Data to process:
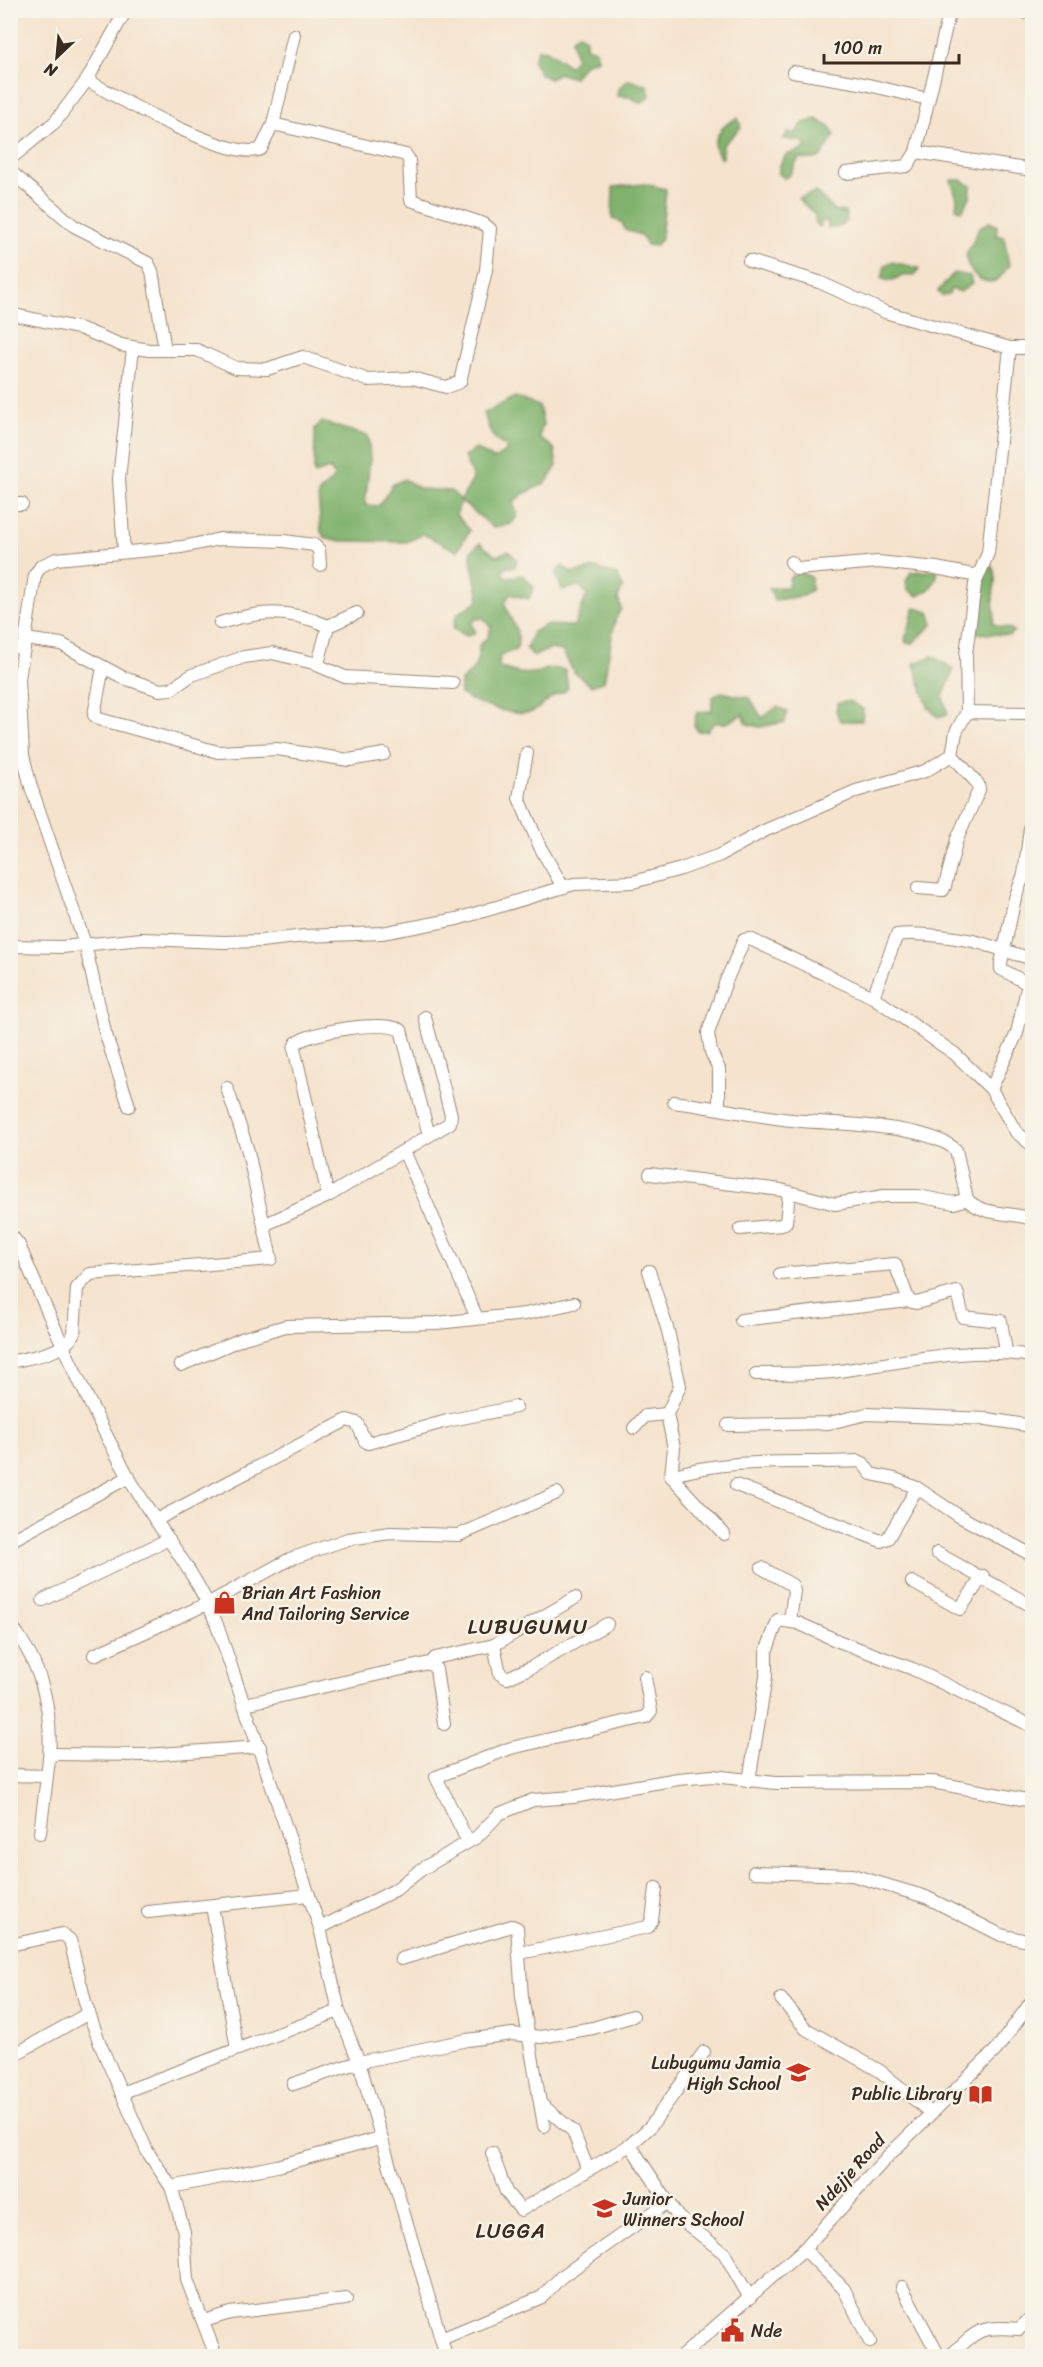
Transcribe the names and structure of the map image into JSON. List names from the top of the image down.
{
  "streets": {
    "street": ["Ndejje Road"]
  },
  "districts": ["LUBUGUMU", "LUGGA"],
  "places": {
    "shop": ["Brian Art Fashion And Tailoring Service"],
    "school or university": ["Lubugumu Jamia High School", "Junior Winners School"],
    "library": ["Public Library"],
    "public building": ["Nde"]
  },
  "scale_bar": "100 m",
  "north": "bottom left"
}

Task statement: From the first line to the last, return the records exactly and leave the pictures behind.

Reply:
Transcribe the names and structure of the map image into JSON. List names from the top of the image down.
{
  "streets": {
    "street": ["Ndejje Road"]
  },
  "districts": ["LUBUGUMU", "LUGGA"],
  "places": {
    "shop": ["Brian Art Fashion And Tailoring Service"],
    "school or university": ["Lubugumu Jamia High School", "Junior Winners School"],
    "library": ["Public Library"],
    "public building": ["Nde"]
  },
  "scale_bar": "100 m",
  "north": "bottom left"
}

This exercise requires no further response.